Published on May 13, 2011 by Amy
Mary Sandra Lovelace Nicholas, CM (born April 15, 1948) is a Wolastoqiyik or Maliseet Canadian senator representing New Brunswick. Sitting as a Liberal, she is the first aboriginal woman appointed to the Senate. As an activist on behalf of First Nations women and children, she received international recognition and in 1985 succeeded in having Parliament revoke a discriminatory section of the Indian Act.
native art, native american jewelry, native american rings, turquoise crafts, student loans, debt financing, native american astrology, native horoscopes, student debt, Indian Genealogy Records, family tree, native heritage, native jobs, native study, native students, native american university, grant, native ancestry, dna test
Sandra Lovelace was born a Maliseet in the Tobique First Nation. She studied at St. Thomas University and also obtained a degree in residential construction from the Maine Northern Technical College. As a young woman, she became an activist for aboriginal rights and has also worked as a carpenter.
Lovelace became known internationally as an activist when, in 1977, she petitioned the United Nations over the treatment by the Canadian government of aboriginal women and children in Canada, in the case known as Sandra Lovelace v. Canada. Among the policies she criticized was revoking the status of a First Nations woman (and her children) if she married a non-aboriginal man. This had effects in property rights and other issues.

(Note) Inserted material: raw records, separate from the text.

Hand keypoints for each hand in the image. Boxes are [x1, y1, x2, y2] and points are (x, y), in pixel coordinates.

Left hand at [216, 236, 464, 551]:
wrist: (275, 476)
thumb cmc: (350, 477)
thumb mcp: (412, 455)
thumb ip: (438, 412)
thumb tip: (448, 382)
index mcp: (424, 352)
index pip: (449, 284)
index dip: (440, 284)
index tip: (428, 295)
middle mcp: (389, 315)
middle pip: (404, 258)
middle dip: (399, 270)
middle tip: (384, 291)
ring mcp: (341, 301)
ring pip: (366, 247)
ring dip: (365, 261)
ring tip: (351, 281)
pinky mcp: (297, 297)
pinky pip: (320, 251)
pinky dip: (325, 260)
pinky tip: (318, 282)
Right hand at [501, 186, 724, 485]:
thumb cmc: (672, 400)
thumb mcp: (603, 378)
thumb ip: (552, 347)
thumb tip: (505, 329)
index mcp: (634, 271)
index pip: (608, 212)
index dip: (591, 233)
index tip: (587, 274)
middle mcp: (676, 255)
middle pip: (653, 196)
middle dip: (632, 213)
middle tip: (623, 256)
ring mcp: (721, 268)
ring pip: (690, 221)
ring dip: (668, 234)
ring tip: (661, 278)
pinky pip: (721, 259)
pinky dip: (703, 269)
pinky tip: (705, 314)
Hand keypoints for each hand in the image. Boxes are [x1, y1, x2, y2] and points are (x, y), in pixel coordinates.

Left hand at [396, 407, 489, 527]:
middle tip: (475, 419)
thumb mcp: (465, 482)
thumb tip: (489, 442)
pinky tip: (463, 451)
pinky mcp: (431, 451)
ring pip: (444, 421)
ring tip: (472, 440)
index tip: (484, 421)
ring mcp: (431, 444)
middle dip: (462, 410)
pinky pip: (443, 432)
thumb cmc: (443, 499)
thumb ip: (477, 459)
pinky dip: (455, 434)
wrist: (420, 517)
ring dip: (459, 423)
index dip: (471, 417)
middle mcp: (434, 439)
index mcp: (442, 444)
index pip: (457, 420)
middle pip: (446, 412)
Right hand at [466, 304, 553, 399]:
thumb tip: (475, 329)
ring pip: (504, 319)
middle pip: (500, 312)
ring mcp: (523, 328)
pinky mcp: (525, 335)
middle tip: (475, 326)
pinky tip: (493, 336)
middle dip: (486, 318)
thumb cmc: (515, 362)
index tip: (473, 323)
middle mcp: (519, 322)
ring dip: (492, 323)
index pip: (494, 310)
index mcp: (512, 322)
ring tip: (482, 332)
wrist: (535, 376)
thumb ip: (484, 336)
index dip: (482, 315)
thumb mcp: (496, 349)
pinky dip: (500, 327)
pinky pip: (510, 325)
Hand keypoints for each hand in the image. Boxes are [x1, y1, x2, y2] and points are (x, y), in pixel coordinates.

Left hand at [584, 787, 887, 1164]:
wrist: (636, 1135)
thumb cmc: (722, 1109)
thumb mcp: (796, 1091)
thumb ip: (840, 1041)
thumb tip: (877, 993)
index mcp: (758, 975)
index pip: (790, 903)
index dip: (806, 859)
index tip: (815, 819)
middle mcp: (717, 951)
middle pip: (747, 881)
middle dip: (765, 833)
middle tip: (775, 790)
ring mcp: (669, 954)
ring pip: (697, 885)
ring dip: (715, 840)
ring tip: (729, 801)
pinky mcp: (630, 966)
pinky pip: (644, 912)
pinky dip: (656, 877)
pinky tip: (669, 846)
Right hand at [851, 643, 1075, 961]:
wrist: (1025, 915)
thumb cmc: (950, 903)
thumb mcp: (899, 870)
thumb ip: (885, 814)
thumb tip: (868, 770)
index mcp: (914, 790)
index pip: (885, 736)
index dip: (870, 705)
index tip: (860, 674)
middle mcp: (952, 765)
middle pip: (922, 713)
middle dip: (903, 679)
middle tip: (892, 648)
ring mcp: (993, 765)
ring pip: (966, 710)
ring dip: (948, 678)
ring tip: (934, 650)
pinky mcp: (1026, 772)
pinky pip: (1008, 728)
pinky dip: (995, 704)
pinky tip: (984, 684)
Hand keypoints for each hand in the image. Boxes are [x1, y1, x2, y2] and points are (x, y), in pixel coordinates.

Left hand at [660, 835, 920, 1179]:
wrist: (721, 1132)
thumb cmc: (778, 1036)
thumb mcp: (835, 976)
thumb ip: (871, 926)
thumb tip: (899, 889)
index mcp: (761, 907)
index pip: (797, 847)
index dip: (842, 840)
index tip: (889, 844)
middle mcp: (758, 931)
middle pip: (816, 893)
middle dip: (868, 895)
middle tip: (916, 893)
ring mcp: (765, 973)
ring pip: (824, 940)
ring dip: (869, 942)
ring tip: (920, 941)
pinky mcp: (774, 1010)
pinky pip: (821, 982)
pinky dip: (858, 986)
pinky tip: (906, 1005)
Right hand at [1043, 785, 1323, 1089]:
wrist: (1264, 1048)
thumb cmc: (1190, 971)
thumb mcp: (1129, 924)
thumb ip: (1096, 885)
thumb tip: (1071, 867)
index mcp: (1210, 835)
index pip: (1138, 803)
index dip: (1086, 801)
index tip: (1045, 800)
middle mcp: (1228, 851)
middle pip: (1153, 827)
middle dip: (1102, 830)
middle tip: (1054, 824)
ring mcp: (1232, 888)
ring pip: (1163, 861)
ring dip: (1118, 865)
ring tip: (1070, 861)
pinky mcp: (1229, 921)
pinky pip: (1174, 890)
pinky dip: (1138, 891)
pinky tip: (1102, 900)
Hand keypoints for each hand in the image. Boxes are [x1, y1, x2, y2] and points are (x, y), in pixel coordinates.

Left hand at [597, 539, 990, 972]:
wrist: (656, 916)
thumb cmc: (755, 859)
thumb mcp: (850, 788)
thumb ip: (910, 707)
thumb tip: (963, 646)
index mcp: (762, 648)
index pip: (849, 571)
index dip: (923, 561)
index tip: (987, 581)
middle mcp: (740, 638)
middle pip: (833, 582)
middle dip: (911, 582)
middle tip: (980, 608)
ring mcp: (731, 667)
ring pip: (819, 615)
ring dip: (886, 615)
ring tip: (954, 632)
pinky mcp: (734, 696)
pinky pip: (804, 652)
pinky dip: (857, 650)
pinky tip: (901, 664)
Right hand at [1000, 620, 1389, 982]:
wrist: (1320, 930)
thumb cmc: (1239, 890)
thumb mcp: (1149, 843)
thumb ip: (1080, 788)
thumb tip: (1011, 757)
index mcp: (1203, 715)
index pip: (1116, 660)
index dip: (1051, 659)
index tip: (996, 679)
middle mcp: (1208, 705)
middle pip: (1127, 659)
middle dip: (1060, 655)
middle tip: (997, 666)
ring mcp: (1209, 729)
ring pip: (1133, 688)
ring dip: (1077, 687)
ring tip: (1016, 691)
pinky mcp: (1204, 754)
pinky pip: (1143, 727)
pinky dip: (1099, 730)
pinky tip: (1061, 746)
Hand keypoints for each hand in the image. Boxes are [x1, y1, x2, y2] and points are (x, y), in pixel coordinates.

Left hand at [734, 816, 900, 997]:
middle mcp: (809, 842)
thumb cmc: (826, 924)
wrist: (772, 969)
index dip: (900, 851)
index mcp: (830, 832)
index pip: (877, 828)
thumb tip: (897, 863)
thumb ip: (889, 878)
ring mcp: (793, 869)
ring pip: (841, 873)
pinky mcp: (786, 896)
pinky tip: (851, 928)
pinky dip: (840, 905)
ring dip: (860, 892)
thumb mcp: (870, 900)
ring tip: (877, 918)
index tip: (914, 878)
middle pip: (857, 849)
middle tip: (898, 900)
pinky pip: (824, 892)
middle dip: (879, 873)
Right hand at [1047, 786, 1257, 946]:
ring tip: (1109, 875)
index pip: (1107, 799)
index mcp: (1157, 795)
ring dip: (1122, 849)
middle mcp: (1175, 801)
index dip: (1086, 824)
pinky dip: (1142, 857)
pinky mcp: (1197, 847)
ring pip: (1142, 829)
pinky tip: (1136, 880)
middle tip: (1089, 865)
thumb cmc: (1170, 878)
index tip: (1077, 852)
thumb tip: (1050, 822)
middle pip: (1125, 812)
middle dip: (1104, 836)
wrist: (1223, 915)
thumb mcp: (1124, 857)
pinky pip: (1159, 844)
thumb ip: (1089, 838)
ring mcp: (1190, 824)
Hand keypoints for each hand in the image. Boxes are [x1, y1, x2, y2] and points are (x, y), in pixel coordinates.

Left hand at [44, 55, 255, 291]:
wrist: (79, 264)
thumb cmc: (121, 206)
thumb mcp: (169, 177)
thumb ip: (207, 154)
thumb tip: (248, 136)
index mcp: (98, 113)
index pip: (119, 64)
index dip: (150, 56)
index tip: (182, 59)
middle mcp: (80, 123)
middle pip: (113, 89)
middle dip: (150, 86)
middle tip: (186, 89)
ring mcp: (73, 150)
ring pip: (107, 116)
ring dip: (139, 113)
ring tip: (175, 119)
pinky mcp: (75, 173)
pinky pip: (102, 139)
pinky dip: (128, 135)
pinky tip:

In 1985, Lovelace Nicholas was finally successful in her campaign to have the law changed. Parliament passed an amendment to have a 116-year-old section of the Indian Act removed that revoked an aboriginal woman’s Indian status if she married a non-aboriginal man. This protected the status for First Nations women and children, and was important in preserving the culture of descendents who identified as aboriginal.
In 2005 she was the first aboriginal woman appointed to the Senate, where she sits as a Liberal.
She married xx Nicholas and is the mother of four children.